In 1926, the Notus secondary school was founded. In 2017, the old building was demolished.

==Geography==
According to the United States Census Bureau, the city has a total area of 0.39 sqmi, of which, 0.38 sqmi is land and 0.01 sqmi is water.

== Features ==
Notus has one secondary school and one elementary school. Notus also has a city park, a museum located along highway 20/26, a public library, and one restaurant.

==Demographics==

===2010 census===
As of the census of 2010, there were 531 people, 182 households, and 139 families residing in the city. The population density was 1397.4 PD/sqmi. There were 198 housing units at an average density of 521.1 /sqmi. The racial makeup of the city was 73.3% White, 0.2% African American, 2.4% Native American, 0.4% Asian, 18.5% from other races, and 5.3% from two or more races. Hispanic or Latino of any race were 29.8% of the population.

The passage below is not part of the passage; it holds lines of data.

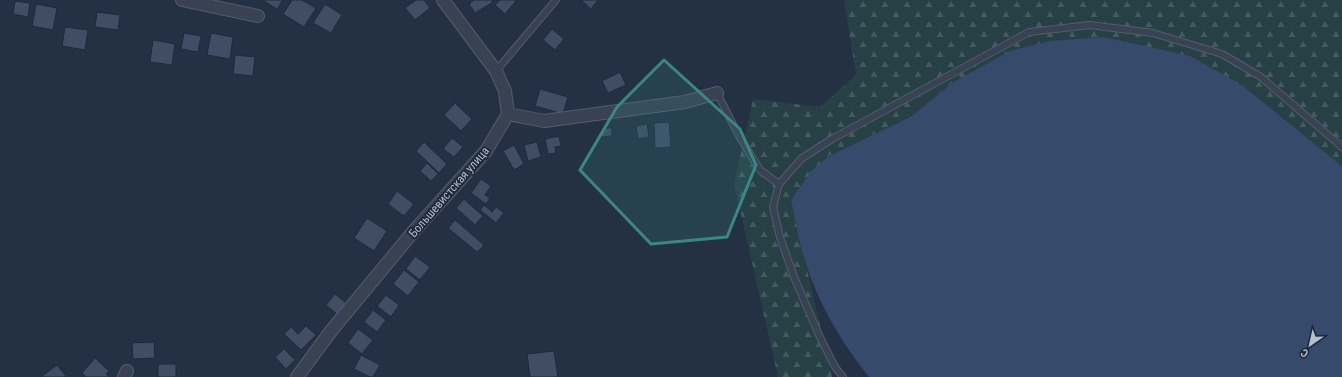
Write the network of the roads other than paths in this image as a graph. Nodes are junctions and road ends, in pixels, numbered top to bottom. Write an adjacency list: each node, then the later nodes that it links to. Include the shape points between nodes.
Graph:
1 (182, 0): 4 (street)
2 (443, 0): 5 (street)
3 (556, 0): 5 (lane)
4 (258, 16)
5 (496, 71): 7 (street, via 505,91)
6 (717, 93): 7 (street, via 685,102 544,121); 9 (lane, via 760,170)
7 (508, 114): 10 (street, Большевистская улица, via 486,151 413,232 331,331)
8 (1342, 147): 9 (lane, via 1261,77 1222,54 1153,33 1090,25 1028,32 832,139 802,158)
9 (779, 184): 11 (lane, via 774,207 780,237 819,335)
10 (297, 377)
11 (843, 377)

There were 182 households, of which 41.2% had children under the age of 18 living with them, 61.5% were married couples living together, 9.3% had a female householder with no husband present, 5.5% had a male householder with no wife present, and 23.6% were non-families. 18.1% of all households were made up of individuals, and 9.3% had someone living alone who was 65 years of age or older. The average household size was 2.92 and the average family size was 3.34.

The median age in the city was 35.5 years. 31.1% of residents were under the age of 18; 6.9% were between the ages of 18 and 24; 25% were from 25 to 44; 25.4% were from 45 to 64; and 11.7% were 65 years of age or older. The gender makeup of the city was 47.1% male and 52.9% female.

===2000 census===
As of the census of 2000, there were 458 people, 147 households, and 113 families residing in the city. The population density was 1,160.7 PD/sqmi. There were 156 housing units at an average density of 395.4 /sqmi. The racial makeup of the city was 86.90% White, 1.31% Native American, 0.66% Asian, 8.73% from other races, and 2.40% from two or more races. Hispanic or Latino of any race were 22.05% of the population.

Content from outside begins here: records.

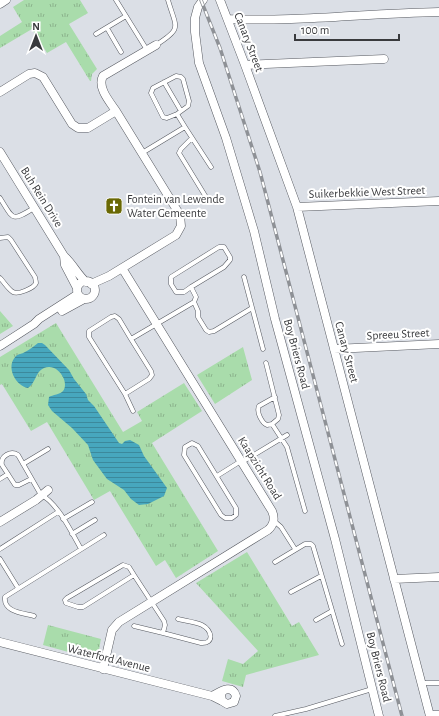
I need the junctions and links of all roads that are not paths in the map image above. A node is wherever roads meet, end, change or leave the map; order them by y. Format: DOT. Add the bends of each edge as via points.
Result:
graph roads {
  1 [pos="6,0"];
  2 [pos="116,0"];
  3 [pos="168,0"];
  4 [pos="203,0"];
  5 [pos="220,0"];
  6 [pos="0,4"];
  7 [pos="439,12"];
  8 [pos="126,16"];
  9 [pos="228,19"];
  10 [pos="107,28"];
  11 [pos="96,34"];
  12 [pos="156,45"];
  13 [pos="147,50"];
  14 [pos="121,52"];
  15 [pos="384,59"];
  16 [pos="245,65"];
  17 [pos="164,82"];
  18 [pos="0,92"];
  19 [pos="116,111"];
  20 [pos="179,113"];
  21 [pos="185,128"];
  22 [pos="192,138"];
  23 [pos="0,152"];
  24 [pos="142,153"];
  25 [pos="211,167"];
  26 [pos="0,198"];
  27 [pos="439,201"];
  28 [pos="209,202"];
  29 [pos="297,207"];
  30 [pos="35,208"];
  31 [pos="0,238"];
  32 [pos="64,256"];
  33 [pos="122,268"];
  34 [pos="244,277"];
  35 [pos="0,278"];
  36 [pos="90,286"];
  37 [pos="191,287"];
  38 [pos="80,294"];
  39 [pos="194,302"];
  40 [pos="252,308"];
  41 [pos="157,324"];
  42 [pos="131,339"];
  43 [pos="439,344"];
  44 [pos="0,346"];
  45 [pos="263,349"];
  46 [pos="334,349"];
  47 [pos="266,363"];
  48 [pos="125,394"];
  49 [pos="275,397"];
  50 [pos="133,410"];
  51 [pos="272,424"];
  52 [pos="287,435"];
  53 [pos="282,438"];
  54 [pos="48,449"];
  55 [pos="242,462"];
  56 [pos="23,464"];
  57 [pos="8,474"];
  58 [pos="217,476"];
  59 [pos="31,478"];
  60 [pos="0,479"];
  61 [pos="44,493"];
  62 [pos="92,502"];
  63 [pos="305,511"];
  64 [pos="58,512"];
  65 [pos="63,519"];
  66 [pos="95,520"];
  67 [pos="274,521"];
  68 [pos="0,522"];
  69 [pos="72,534"];
  70 [pos="104,535"];
  71 [pos="0,549"];
  72 [pos="81,549"];
  73 [pos="295,549"];
  74 [pos="0,559"];
  75 [pos="275,562"];
  76 [pos="134,575"];
  77 [pos="321,576"];
  78 [pos="439,577"];
  79 [pos="394,579"];
  80 [pos="18,588"];
  81 [pos="291,592"];
  82 [pos="151,602"];
  83 [pos="332,611"];
  84 [pos="34,616"];
  85 [pos="178,619"];
  86 [pos="316,620"];
  87 [pos="134,626"];
  88 [pos="163,633"];
  89 [pos="0,642"];
  90 [pos="342,644"];
  91 [pos="102,668"];
  92 [pos="439,682"];
  93 [pos="422,683"];
  94 [pos="372,689"];
  95 [pos="223,691"];
  96 [pos="212,696"];
  97 [pos="222,701"];
  98 [pos="439,714"];
  99 [pos="430,715"];
  100 [pos="275,716"];
  101 [pos="379,716"];
  1 -- 6 [label="street"];
  2 -- 8 [label="lane"];
  3 -- 12 [label="lane" via="175,29 170,36"];
  4 -- 94 [label="street, Boy Briers Road" via="198,7 194,32 200,63 254,231"];
  5 -- 9 [label="street, Canary Street"];
  7 -- 9 [label="street"];
  8 -- 10 [label="lane"];
  8 -- 13 [label="lane"];
  9 -- 16 [label="street, Canary Street"];
  10 -- 11 [label="lane"];
  10 -- 14 [label="lane"];
  12 -- 13 [label="street"];
  13 -- 19 [label="street" via="102,78 102,89"];
  15 -- 16 [label="street"];
  16 -- 29 [label="street, Canary Street"];
  17 -- 20 [label="lane"];
  17 -- 20 [label="lane" via="176,76 183,79 189,101 188,106"];
  17 -- 20 [label="lane" via="153,88 151,95 163,116 169,118"];
  18 -- 19 [label="street" via="35,73 43,78 72,124 78,128 88,128"];
  19 -- 24 [label="street"];
  20 -- 21 [label="lane"];
  21 -- 22 [label="lane"];
  21 -- 24 [label="lane"];
  22 -- 25 [label="lane"];
  22 -- 28 [label="lane" via="179,153"];
  23 -- 30 [label="street, Buh Rein Drive"];
  24 -- 33 [label="street" via="180,215 182,226 176,235"];
  26 -- 30 [label="lane" via="10,215 15,218"];
  27 -- 29 [label="street, Suikerbekkie West Street"];
  29 -- 46 [label="street, Canary Street"];
  30 -- 32 [label="street, Buh Rein Drive"];
  31 -- 35 [label="lane" via="6,237 11,240 35,276 36,282 23,292 17,293"];
  32 -- 36 [label="street, Buh Rein Drive"];
  32 -- 38 [label="street, Buh Rein Drive" via="65,265"];
  33 -- 36 [label="street"];
  33 -- 41 [label="street, Kaapzicht Road"];
  34 -- 40 [label="lane"];
  36 -- 38 [label="street" via="80,284"];
  36 -- 38 [label="street" via="92,296"];
  37 -- 37 [label="lane" via="184,292 176,292 170,284 171,277 219,247 224,247 230,257 229,262"];
  37 -- 39 [label="lane" via="196,297"];
  38 -- 44 [label="street"];
  39 -- 40 [label="lane" via="199,319 210,332"];
  39 -- 41 [label="lane"];
  40 -- 45 [label="lane"];
  41 -- 42 [label="lane"];
  41 -- 55 [label="street, Kaapzicht Road"];
  42 -- 48 [label="lane" via="152,375"];
  42 -- 48 [label="lane" via="115,316 92,328 89,333 89,337"];
  43 -- 46 [label="street, Spreeu Street"];
  46 -- 79 [label="street, Canary Street"];
  47 -- 49 [label="lane"];
  48 -- 50 [label="lane"];
  49 -- 51 [label="lane" via="279,417"];
  49 -- 51 [label="lane" via="259,406 258,410 264,424"];
  51 -- 53 [label="lane"];
  52 -- 53 [label="lane"];
  53 -- 55 [label="lane"];
  53 -- 63 [label="lane" via="287,447"];
  54 -- 56 [label="lane"];
  55 -- 58 [label="lane"];
  55 -- 67 [label="street, Kaapzicht Road" via="272,511"];
  56 -- 57 [label="lane" via="15,453 2,458"];
  56 -- 59 [label="lane"];
  57 -- 59 [label="lane" via="17,486"];
  57 -- 60 [label="lane"];
  58 -- 58 [label="lane" via="236,508 232,518 221,515 184,455 185,447 192,443 196,445"];
  59 -- 61 [label="lane"];
  61 -- 64 [label="lane"];
  61 -- 68 [label="street"];
  62 -- 65 [label="lane"];
  64 -- 65 [label="lane"];
  64 -- 71 [label="lane"];
  65 -- 69 [label="lane"];
  66 -- 69 [label="lane"];
  67 -- 73 [label="lane"];
  67 -- 82 [label="street" via="268,530"];
  69 -- 72 [label="lane"];
  70 -- 72 [label="lane"];
  72 -- 80 [label="lane"];
  73 -- 75 [label="lane"];
  73 -- 77 [label="lane" via="307,543 311,544"];
  74 -- 80 [label="lane"];
  76 -- 76 [label="lane" via="83,607 65,602 67,598 122,565 128,566"];
  76 -- 82 [label="lane"];
  77 -- 81 [label="lane"];
  77 -- 83 [label="lane"];
  78 -- 79 [label="street"];
  79 -- 93 [label="street, Canary Street"];
  80 -- 84 [label="lane" via="6,597 6,604 11,610"];
  82 -- 88 [label="lane" via="164,621"];
  82 -- 91 [label="street" via="114,627"];
  83 -- 86 [label="lane"];
  83 -- 90 [label="lane"];
  85 -- 88 [label="lane" via="205,627 211,635 209,641 203,643"];
  87 -- 88 [label="lane"];
  89 -- 91 [label="street, Waterford Avenue"];
  91 -- 96 [label="street, Waterford Avenue"];
  92 -- 93 [label="lane"];
  93 -- 99 [label="street, Canary Street"];
  94 -- 100 [label="lane"];
  94 -- 101 [label="street, Boy Briers Road"];
  95 -- 96 [label="street"];
  95 -- 97 [label="street" via="220,697"];
  95 -- 97 [label="street" via="233,690 236,699 231,704"];
  96 -- 97 [label="street, Waterford Avenue"];
  98 -- 99 [label="street"];
}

There were 147 households, out of which 44.9% had children under the age of 18 living with them, 64.6% were married couples living together, 6.8% had a female householder with no husband present, and 23.1% were non-families. 18.4% of all households were made up of individuals, and 5.4% had someone living alone who was 65 years of age or older. The average household size was 3.12 and the average family size was 3.58.

In the city, the population was spread out, with 33.4% under the age of 18, 7.6% from 18 to 24, 27.7% from 25 to 44, 20.1% from 45 to 64, and 11.1% who were 65 years of age or older. The median age was 31 years. For every 100 females, there were 100.0 males. For every 100 females age 18 and over, there were 93.0 males.

The median income for a household in the city was $32,813, and the median income for a family was $43,750. Males had a median income of $25,000 versus $21,250 for females. The per capita income for the city was $11,801. About 10.4% of families and 13.3% of the population were below the poverty line, including 11.2% of those under age 18 and 28.3% of those age 65 or over.

==Education==
It is in the Notus School District 135.

Residents of Canyon County are in the area (and the taxation zone) for College of Western Idaho.